Yes, write it as \(x(x - 3)\ge0\)

Answer 9

hm ok

Answer 10

So basically, at this point you can either graph that on paper or you can make intervals based on critical points. Do you know the critical points?

Answer 11

It's much easier to just graph on paper btw. We know the quadratic expression is concave up because the leading term is positive.

Answer 12

I think my teacher wants me to use interval notation

Answer 13

You'll get the interval solution no matter which method you use.

Answer 14

Yeah but in class we did like the union shape

Answer 15

That's after you actually find the intervals. We have to find the intervals first.

Answer 16

oh

Answer 17

how do we do that

Answer 18

Do you not know know how to graph the expression on paper? If you can't graph it then the next step is to make a number line and plot the critical points.

Answer 19

I think we did it using the number line

Answer 20

Okay, so what are the critical points?

Answer 21

I am not sure

Answer 22

The critical points are the all the values of \(x\) that will make the expression on the left side equal zero.

Answer 23

0 and 3?

Answer 24

Correct.
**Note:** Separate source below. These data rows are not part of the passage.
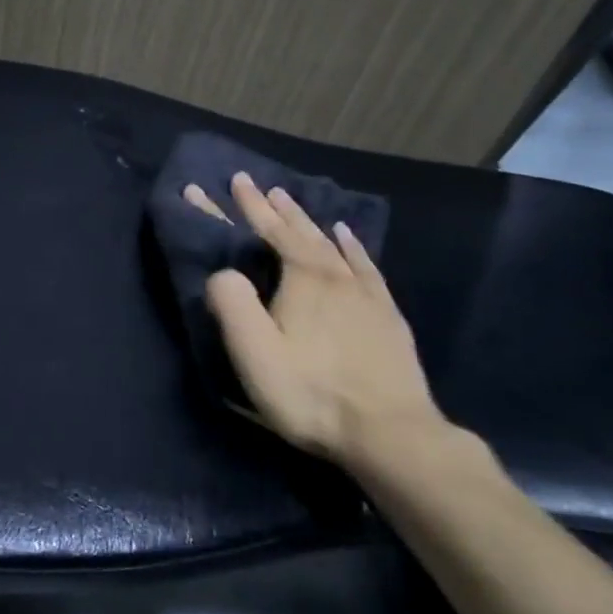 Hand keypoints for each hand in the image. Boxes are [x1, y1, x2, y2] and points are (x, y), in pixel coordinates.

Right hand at [186, 172, 440, 468]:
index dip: (245, 206)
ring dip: (306, 220)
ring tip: (290, 201)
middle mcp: (334, 275)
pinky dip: (352, 245)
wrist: (390, 432)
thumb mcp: (255, 353)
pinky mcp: (386, 314)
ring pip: (331, 243)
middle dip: (273, 207)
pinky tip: (347, 236)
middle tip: (255, 183)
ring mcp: (365, 293)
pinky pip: (365, 265)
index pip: (266, 231)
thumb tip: (222, 272)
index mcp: (301, 279)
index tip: (229, 181)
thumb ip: (232, 304)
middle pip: (299, 231)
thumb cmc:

Now make your number line using the drawing pad

Answer 25

Highlight the critical points

Answer 26

So basically what you have just done is create three intervals:
\((-\infty, 0], [0,3], [3, \infty)\)


We have to figure out which of those intervals will be greater than or equal to zero.

Answer 27

I think I just remembered how to do this. I got (- infinity,0] and [3,infinity) as solutions

Answer 28

If we find a value along an interval that produces a result that is greater than zero, then we put a PLUS above it. If we find a value along the interval that produces a result that is less than zero then we put a MINUS above it.

Answer 29

That is correct.

Answer 30

hmm, was there any tricks to this one like the numerator/denominator thing a couple problems ago?

Answer 31

That wasn't a trick. That's just what I do anytime I see a rational expression.

Answer 32

What they teach in school about how to do these is silly.

Answer 33

Wait, what numerator/denominator thing? I thought you were talking about this problem at first.

Answer 34

Where if the numerator degree is larger than the denominator degree, there is no horizontal asymptote. Teachers like those things on tests so I was just wondering if there was anything like that on this one.

Answer 35

What I just showed you IS the trick. Trust me.

Answer 36

I don't know how your teacher showed you how to do these though. I mean you could try factoring, but eventually, she will give you one that won't factor so easily. Then you'll be stuck. The method I showed you works for just about any problem your teacher will give you on these if it involves a rational expression.

Answer 37

That's why I showed it to you. We could have just factored and got the same expression

Answer 38

oh wow you're right, just tried it

Answer 39

Go ahead and post your next one.

Answer 40

sorry I lost connection

Answer 41

Yeah, Server related crashes. Go ahead and post your next question.